What the task requires ▸ For the string "paths", search the entries below and copy every line where it appears.

(Beginning of Provided information)

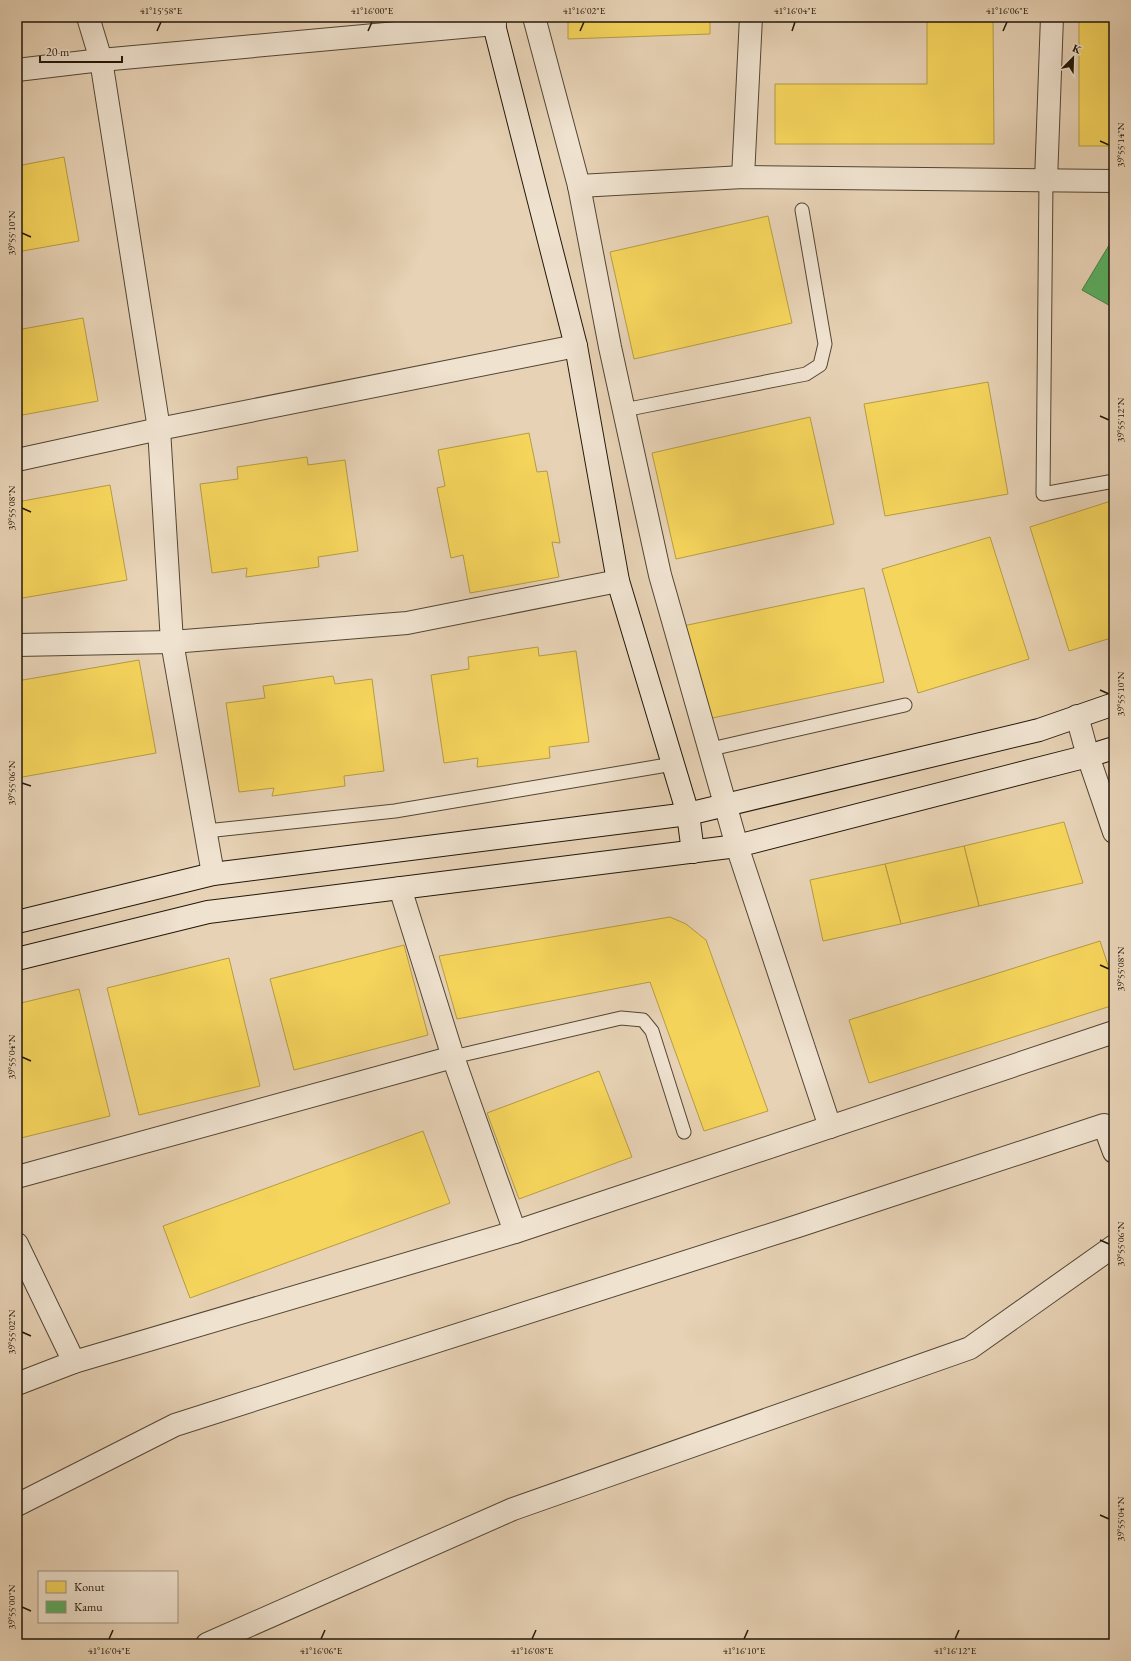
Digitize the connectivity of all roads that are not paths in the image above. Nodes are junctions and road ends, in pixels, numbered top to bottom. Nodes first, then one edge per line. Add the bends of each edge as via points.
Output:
1 (88, 17) edge
2 (534, 17) edge
3 (750, 17) edge
4 (1052, 17) edge
5 (494, 21) edge
6 (101, 60) junction
7 (17, 70) edge
8 (743, 177) junction
9 (1046, 181) junction
10 (1114, 181) edge
11 (579, 186) junction
12 (802, 210) dead end
13 (576, 346) junction
14 (624, 410) junction
15 (159, 429) junction
16 (17, 460) edge
17 (1114, 481) edge
18 (618, 581) junction
19 (172, 642) junction
20 (17, 645) edge
21 (1114, 704) edge
22 (905, 705) dead end
23 (1076, 716) junction
24 (1114, 748) edge
25 (710, 749) junction
26 (1088, 756) junction
27 (673, 764) junction
28 (727, 805) junction
29 (688, 814) junction
30 (206, 831) junction
31 (1114, 832) edge
32 (737, 846) junction
33 (693, 852) junction
34 (213, 874) junction
35 (400, 888) junction
36 (17, 922) edge
37 (17, 959) edge
38 (1114, 1032) edge
39 (453, 1057) junction
40 (830, 1127) junction
41 (684, 1132) dead end
42 (1114, 1152) edge
43 (17, 1177) edge
44 (515, 1232) junction
45 (17, 1244) edge
46 (1114, 1246) edge
47 (74, 1362) junction
48 (17, 1384) edge
49 (17, 1505) edge
50 (207, 1644) edge

1 - 6 street
2 - 11 street
3 - 8 street
4 - 9 street
5 - 6 street
5 - 13 street
6 - 7 street
6 - 15 street
8 - 9 street
8 - 11 street
9 - 10 street
9 - 17 lane via 1043,494
11 - 14 street
12 - 14 lane via 825,344 820,365 806,374
13 - 15 street
13 - 18 street
14 - 25 street via 660,575
15 - 16 street
15 - 19 street
18 - 19 street via 406,623
18 - 27 street
19 - 20 street
19 - 30 street
21 - 23 street
22 - 25 lane
23 - 26 street
23 - 28 street via 1039,730
24 - 26 street
25 - 28 street
26 - 31 street
26 - 32 street
27 - 29 street
27 - 30 lane via 395,811
28 - 29 street
28 - 32 street
29 - 33 street
29 - 34 street
30 - 34 street
32 - 33 street
32 - 40 street
33 - 35 street
34 - 36 street
35 - 37 street via 208,912
35 - 39 street
38 - 40 street
39 - 41 lane via 620,1018 643,1020 652,1031
39 - 43 street
39 - 44 street
40 - 44 street
42 - 49 street via 1104,1125 175,1424
44 - 47 street
45 - 47 street
46 - 50 street via 970,1348 514,1509
47 - 48 street

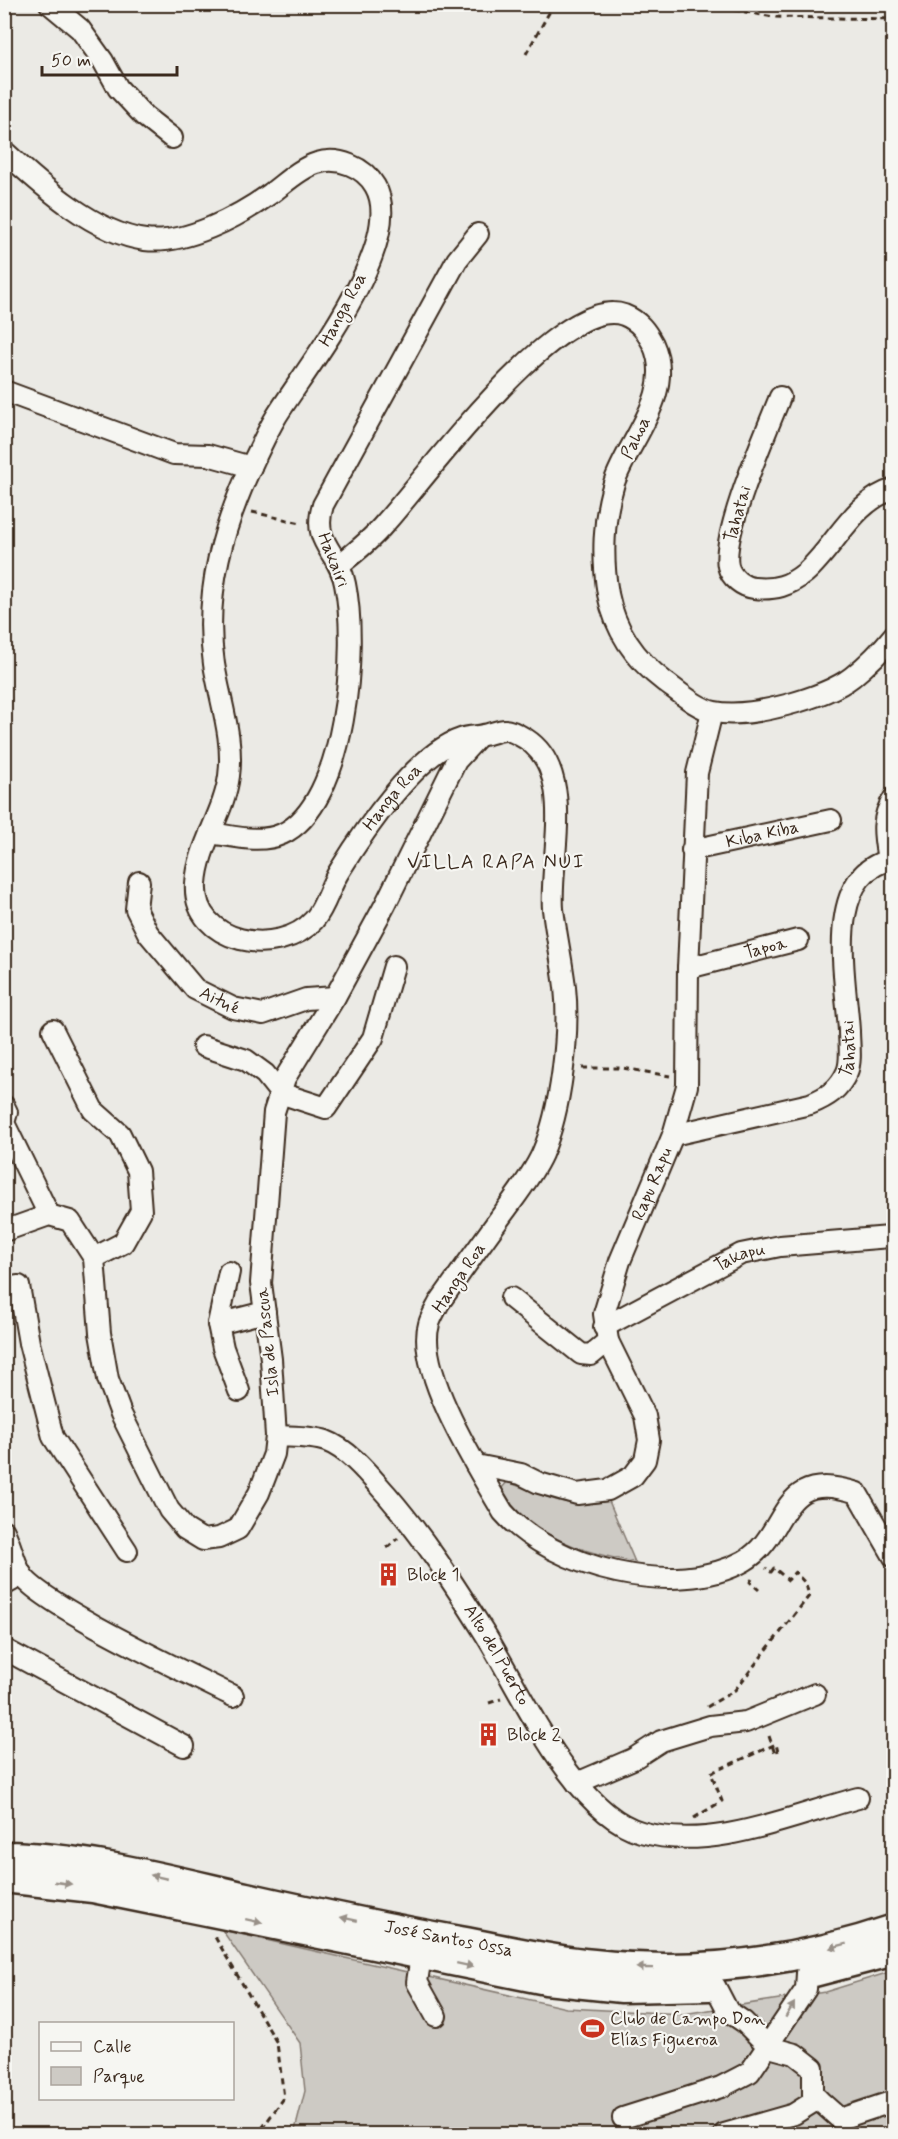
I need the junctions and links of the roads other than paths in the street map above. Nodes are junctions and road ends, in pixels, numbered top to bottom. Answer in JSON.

(End of Provided information)

Worked solution ▸
Digitize the connectivity of all roads that are not paths in the image above. Nodes are junctions and road ends, in pixels, numbered top to bottom. Nodes first, then one edge per line. Add the bends of each edge as via points.
I need the junctions and links of the roads other than paths in the street map above. Nodes are junctions and road ends, in pixels, numbered top to bottom. Answer in JSON.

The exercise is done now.